ZZZZZZZZZZZZZZZZZP! – “FB56”

09.11.2001

ZZZZZZZZZZZZZZZZZP!
FB56
Ed. e distri. Ananana
8/10

LINK (Compilação com “Disseminações”)

À semelhança do que já tinham feito no anterior “FICTA003”, os ZP! (eles que me perdoem por ter eliminado 16 dos “Z”, mas a economia de espaço assim o exige!), de Miguel Sá e Miguel Carvalhais, recortaram o número de catálogo e colaram-no na capa, a servir de título. A opção expressa uma predilecção pela abstracção e pela manipulação das entranhas, quer do som quer dos meios da sua produção. Os sete temas deste mini álbum composto para uma encomenda da Bienal da Maia são amostras convincentes de uma estética cuidadosamente elaborada ao longo dos últimos dez anos. O sampler e o computador são as ferramentas usadas na confecção de uma música que vive das dinâmicas e das tensões (quando não dos “erros”) entre programação e improvisação, groove e fragmentação. Pianos virtuais, segmentação de timbres e de texturas inusitadas, vozes e instrumentos samplados segundo técnicas de colagem que tanto devem a Musci/Venosta e aos Severed Heads, como ao pioneirismo de Bernard Parmegiani, e a atitude futurista de culto à beleza da máquina, situam “FB56” no mesmo patamar de projectos como Sack & Blumm ou General Magic.

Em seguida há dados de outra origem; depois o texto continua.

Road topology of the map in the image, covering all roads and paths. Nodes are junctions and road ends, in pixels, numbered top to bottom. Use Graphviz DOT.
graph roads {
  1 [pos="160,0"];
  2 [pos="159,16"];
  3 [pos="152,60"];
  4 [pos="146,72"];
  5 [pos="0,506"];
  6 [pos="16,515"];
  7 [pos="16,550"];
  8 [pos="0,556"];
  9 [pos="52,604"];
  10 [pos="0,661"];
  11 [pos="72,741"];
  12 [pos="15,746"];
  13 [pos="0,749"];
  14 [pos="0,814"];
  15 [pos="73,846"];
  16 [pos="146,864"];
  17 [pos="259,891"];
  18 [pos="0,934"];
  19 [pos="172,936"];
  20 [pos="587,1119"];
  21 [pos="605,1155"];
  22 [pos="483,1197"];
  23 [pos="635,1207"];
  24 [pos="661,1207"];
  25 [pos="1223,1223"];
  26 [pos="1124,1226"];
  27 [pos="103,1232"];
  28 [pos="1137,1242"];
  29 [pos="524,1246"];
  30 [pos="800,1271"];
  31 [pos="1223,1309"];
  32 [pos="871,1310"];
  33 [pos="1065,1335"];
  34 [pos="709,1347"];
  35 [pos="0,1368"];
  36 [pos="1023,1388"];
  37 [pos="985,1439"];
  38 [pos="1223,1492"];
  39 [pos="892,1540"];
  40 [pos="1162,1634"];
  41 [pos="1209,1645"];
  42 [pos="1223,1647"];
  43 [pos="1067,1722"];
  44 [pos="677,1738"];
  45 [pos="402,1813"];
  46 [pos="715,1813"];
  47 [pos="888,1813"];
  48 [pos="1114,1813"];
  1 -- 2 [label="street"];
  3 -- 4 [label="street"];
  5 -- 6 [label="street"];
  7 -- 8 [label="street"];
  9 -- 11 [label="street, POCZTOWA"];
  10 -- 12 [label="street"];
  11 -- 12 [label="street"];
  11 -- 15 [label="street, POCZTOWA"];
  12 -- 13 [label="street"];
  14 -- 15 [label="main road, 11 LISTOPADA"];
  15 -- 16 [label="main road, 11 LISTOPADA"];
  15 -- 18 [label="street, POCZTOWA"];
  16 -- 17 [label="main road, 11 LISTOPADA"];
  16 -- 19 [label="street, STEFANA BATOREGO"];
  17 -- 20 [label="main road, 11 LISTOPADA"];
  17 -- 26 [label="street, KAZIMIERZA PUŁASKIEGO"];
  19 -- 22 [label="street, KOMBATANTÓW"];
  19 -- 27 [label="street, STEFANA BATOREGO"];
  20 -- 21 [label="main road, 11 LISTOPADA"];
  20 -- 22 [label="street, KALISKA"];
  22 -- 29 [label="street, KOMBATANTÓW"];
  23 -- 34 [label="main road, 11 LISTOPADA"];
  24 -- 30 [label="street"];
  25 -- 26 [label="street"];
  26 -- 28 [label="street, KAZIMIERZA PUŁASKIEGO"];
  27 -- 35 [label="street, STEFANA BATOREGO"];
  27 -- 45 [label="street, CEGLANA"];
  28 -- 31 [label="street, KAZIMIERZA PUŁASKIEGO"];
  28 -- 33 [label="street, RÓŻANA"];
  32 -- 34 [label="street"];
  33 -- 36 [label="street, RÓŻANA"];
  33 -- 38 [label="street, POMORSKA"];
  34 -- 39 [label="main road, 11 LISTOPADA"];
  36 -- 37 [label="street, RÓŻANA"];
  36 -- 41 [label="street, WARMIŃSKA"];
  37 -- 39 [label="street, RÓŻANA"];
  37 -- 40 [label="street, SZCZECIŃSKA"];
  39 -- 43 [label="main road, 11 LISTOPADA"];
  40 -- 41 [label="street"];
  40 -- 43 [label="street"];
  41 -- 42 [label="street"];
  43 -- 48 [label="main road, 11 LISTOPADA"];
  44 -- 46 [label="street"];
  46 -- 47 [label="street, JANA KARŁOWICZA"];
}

The User – “Symphony # 1 for Dot Matrix Printers”

26.11.1999

The User
Symphony # 1 for Dot Matrix Printers (8)
Staalplaat, distri. Ananana

LINK

[The User] :: The Symphony #1 for dot matrix printers – 1998 from Undefine on Vimeo.

Certo dia o senhor Silva chegou ao seu escritório na Rua dos Douradores e não quis acreditar nos seus ouvidos. Das impressoras que o seu patrão comprara para melhorar os serviços da empresa saía um som electrónico demoníaco. Alarmado, o senhor Silva correu a desligar as máquinas, mas estas não obedeceram. Era demais para o cérebro do senhor Silva. De olhos vazios, incapaz de compreender, deixou-se cair inerte na sua secretária. Escondidos num armário os dois estrategos dos The User sorriam, enquanto manipulavam à distância as impressoras da sua “Symphony # 1 for Dot Matrix Printers”. Em disco, um CD em formato e capa minúsculos, a peça que já haviam apresentado ao vivo em Portugal, foi reduzida para pouco mais de 19 minutos. Os The User pretenderam com ela “transformar a banal tecnologia de escritório num instrumento musical” (propõem um programa que permite a qualquer escriturário fazer o mesmo na sua própria empresa, para inclusão num futuro álbum de remixes), lançando a música electrónica para o domínio da pura maquinaria digital em regime de autogestão, numa simbiose entre 12 impressoras de agulhas comandadas por outros tantos computadores. Há ainda uma alma humana por detrás deste canto das peças, das alavancas, das teclas e das agulhas em movimento? O certo é que, seja qual for a perspectiva com que se olhe para esta obra pioneira, o resultado é música, com ritmos, harmonias e ambientes próprios de um escritório com vida. Na cadeira, o senhor Silva agitava-se num pesadelo de agulhas e espetarem-se no cérebro.

Tone Rec – “Coucy-Pack”

29.10.1999

Tone Rec
Coucy-Pack (9)
Sub Rosa, import. Ananana

Estalo Nos Miolos

LINK (“Tone Rec”)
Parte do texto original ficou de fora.